Seine Antwort verblüffte mich. Natürlich wusste ich, dass Teleportation für einzelne Wesen möglich war, aber für eine ganze Gruppe? Davon hatte ich noch nie etwas gehört. Selbst Jor schien verblüfft zu sein. Alle anderen – mein Sohn eingeschlossen – hatten offenbar gar nicht verstanden, wovon der Rogo sprach.

»Mein Freund«, meine Stimme war ein einziges Knurren, »von einer solchen Magie habe ich noch nie in meinem Leben gehört. Nicht einmal Odin konnte so etwas zustande bringen! Verarsch mich also nicht!«

»Dann muss ich bei euch allen also bei der Ursuppe beginnen.« Bronos’ dunkle Augen funkelten. »Das Folgende, das ich euch nun erklären werde, dürft ihr auf keinen Fall weitergeben!« Der Fürst meinte es todernst. Er unterstrich seine Forderung mit seiner Aura, die augenblicklich sichtbar wurde. Sie war pechschwarz und flammend.

Unwillkürlich trat ich einen Schritt zurück. Der Reihe nach sah uns der Halbgott in die Augen und ein jeder nickte von Furcht erfüllt und bekräftigte damit, dass er verstanden hatte.

»Dann ist wenigstens das jetzt geklärt. Übrigens habe ich bei jedem von euch ein Siegel in die Seele gewoben, das diesen Pakt zementiert. Wer sich nicht daran hält, wird ausgelöscht. Sollte ich eines Tages doch mein Einverständnis zur Weitergabe des Wissens geben, verfliegt das Siegel wieder.« Ich schluckte und sah, dass auch den anderen mulmig zumute war. »Nun gut«, fuhr Bronos fort. »Alle Arten der Magie aller Zeitalter wurden und werden aus den Schatten geboren. Die Elementar- und Geistermagie, die ihr kennt, ist die einfachste und auch die schwächste Art der Magie überhaupt. Ich werde die Raummagie nutzen, die aus der Finsternis hervorgeht. Licht und Finsternis bilden Schatten. Die gesamte Tragweite der Magie aller Arten und Stufen werde ich euch nicht erklären, denn dann würden wir noch in einigen Tagen hier stehen. Es sollte reichen, wenn ihr wisst, dass ich finstere Magie nutzen werde. In nur wenigen Augenblicken werden wir in Rankars Dorf sein. Von dort werden wir diese niederträchtigen Menschen, die euch angegriffen haben, auslöschen, um gleich danach hierher zurückzukehren. Haben das jetzt alle begriffen?« Noch einmal sah er jedem von uns tief in die Augen.
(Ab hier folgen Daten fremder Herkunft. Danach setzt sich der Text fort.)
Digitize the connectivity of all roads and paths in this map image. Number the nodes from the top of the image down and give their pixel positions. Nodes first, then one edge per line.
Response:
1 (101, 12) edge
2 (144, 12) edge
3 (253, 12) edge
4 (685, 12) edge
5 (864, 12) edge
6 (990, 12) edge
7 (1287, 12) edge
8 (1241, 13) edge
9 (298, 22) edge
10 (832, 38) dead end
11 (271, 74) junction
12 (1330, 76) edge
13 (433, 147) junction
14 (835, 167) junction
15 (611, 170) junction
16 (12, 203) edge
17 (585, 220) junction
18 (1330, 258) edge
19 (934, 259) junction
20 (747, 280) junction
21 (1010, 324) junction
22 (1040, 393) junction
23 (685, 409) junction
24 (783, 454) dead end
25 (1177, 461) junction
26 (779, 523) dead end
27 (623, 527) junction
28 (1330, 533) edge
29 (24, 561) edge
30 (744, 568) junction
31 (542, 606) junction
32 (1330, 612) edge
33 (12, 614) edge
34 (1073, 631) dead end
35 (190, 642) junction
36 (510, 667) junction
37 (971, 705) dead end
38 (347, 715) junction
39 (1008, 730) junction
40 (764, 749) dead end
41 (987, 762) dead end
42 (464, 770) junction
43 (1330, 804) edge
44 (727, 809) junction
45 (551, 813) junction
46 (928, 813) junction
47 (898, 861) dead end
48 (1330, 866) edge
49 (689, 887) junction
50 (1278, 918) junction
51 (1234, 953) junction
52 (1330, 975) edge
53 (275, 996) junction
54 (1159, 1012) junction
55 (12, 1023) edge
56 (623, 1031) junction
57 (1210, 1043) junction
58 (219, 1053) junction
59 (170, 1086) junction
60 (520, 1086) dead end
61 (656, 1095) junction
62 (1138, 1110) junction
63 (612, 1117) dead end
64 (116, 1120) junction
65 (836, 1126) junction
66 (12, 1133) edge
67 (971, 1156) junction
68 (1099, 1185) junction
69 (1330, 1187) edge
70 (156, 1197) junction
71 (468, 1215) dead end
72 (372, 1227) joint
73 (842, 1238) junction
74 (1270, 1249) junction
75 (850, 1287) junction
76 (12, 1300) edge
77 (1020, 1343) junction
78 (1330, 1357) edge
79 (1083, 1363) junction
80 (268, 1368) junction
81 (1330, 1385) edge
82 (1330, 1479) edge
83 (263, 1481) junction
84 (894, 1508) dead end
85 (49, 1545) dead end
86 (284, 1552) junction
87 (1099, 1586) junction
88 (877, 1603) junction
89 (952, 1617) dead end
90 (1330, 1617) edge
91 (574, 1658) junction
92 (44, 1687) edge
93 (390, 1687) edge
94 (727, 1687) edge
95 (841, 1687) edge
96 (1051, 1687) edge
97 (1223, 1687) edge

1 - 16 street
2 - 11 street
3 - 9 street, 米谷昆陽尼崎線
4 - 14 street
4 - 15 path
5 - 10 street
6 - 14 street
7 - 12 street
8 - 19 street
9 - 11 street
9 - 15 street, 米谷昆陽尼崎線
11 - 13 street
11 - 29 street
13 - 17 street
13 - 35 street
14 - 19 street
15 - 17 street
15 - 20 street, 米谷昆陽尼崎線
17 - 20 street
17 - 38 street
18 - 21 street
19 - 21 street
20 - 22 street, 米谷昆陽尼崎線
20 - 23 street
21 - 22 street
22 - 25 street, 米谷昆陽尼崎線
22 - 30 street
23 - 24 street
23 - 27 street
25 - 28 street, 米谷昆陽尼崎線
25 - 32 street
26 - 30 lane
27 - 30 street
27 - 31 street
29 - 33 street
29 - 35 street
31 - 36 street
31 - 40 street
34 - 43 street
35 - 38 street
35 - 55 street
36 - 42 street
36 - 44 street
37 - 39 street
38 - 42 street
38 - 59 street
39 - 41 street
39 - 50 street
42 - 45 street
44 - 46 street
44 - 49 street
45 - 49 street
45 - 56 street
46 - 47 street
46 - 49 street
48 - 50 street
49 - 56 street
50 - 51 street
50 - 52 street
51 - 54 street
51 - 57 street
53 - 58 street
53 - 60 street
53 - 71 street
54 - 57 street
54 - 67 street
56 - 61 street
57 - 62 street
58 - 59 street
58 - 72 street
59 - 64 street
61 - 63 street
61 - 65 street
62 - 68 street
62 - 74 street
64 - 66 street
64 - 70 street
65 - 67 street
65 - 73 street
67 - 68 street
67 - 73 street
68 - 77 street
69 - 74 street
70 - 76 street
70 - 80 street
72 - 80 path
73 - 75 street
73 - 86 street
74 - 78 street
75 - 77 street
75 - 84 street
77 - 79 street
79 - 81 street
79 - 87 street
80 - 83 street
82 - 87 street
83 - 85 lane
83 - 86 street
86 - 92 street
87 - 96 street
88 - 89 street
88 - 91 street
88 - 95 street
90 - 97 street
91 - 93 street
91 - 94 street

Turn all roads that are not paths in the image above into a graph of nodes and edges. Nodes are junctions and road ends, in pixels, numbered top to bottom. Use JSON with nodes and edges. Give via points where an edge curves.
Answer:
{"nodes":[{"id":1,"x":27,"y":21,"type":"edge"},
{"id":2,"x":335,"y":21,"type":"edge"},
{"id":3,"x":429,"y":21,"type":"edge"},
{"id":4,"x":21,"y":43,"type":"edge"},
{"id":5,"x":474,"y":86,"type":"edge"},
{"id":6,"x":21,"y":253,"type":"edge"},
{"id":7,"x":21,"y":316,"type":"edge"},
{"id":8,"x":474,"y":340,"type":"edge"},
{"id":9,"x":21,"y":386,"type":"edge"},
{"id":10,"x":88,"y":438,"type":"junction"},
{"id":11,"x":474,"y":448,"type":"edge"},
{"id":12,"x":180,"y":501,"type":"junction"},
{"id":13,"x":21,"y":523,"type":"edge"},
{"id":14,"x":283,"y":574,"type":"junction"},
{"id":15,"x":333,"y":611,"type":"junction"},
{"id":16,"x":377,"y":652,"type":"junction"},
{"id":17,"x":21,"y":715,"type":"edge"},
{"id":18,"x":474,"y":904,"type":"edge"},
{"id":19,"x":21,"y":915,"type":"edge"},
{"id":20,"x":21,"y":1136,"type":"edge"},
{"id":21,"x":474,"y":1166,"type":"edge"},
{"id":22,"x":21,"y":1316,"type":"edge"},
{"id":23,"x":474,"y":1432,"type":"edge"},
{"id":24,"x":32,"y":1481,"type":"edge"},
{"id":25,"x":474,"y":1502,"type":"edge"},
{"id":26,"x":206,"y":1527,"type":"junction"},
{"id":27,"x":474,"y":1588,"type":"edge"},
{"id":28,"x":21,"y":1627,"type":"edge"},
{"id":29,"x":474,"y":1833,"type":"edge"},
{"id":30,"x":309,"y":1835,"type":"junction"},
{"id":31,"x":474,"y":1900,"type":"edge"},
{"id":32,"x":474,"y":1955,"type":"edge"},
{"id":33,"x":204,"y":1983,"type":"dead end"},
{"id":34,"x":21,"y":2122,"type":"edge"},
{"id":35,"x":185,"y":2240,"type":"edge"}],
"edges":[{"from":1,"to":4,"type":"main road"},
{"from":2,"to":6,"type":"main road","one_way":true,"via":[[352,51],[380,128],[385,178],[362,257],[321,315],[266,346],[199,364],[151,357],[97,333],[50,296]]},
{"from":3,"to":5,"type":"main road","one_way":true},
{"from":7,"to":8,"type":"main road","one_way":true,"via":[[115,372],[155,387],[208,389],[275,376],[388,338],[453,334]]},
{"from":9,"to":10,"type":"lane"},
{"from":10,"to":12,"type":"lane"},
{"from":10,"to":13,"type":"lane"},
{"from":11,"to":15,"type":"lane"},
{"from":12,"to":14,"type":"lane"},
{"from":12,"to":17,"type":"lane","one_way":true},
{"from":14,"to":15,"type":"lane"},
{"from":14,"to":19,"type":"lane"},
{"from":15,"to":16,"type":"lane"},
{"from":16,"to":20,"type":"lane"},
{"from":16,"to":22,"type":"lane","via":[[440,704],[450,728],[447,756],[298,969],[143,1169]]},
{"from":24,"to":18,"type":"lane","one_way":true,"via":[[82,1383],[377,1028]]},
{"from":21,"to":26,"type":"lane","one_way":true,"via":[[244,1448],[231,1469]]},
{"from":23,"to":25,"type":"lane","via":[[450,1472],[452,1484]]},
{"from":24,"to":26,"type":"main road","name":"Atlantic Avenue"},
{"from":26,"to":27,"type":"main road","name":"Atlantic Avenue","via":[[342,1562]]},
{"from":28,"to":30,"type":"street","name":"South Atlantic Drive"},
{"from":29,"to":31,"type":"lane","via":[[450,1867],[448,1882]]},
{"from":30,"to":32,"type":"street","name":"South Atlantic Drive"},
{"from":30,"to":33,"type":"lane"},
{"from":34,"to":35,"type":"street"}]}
Ich wusste, dass nur Jor und ich das Gesagte verstanden hatten, und nickte meinem alten Freund zu.

Rankar wollte etwas fragen, doch der Blick, mit dem ich ihn bedachte, hielt ihn davon ab.

»Ich weiß«, sagte ich zu Bronos, »dass du mir einst einiges über die Magie beigebracht hast, aber dies ist mir neu und ich werde auch nichts davon weitergeben. Wie damals kannst du dich darauf verlassen.« Meine Worte waren ehrlich gemeint und der Fürst nickte.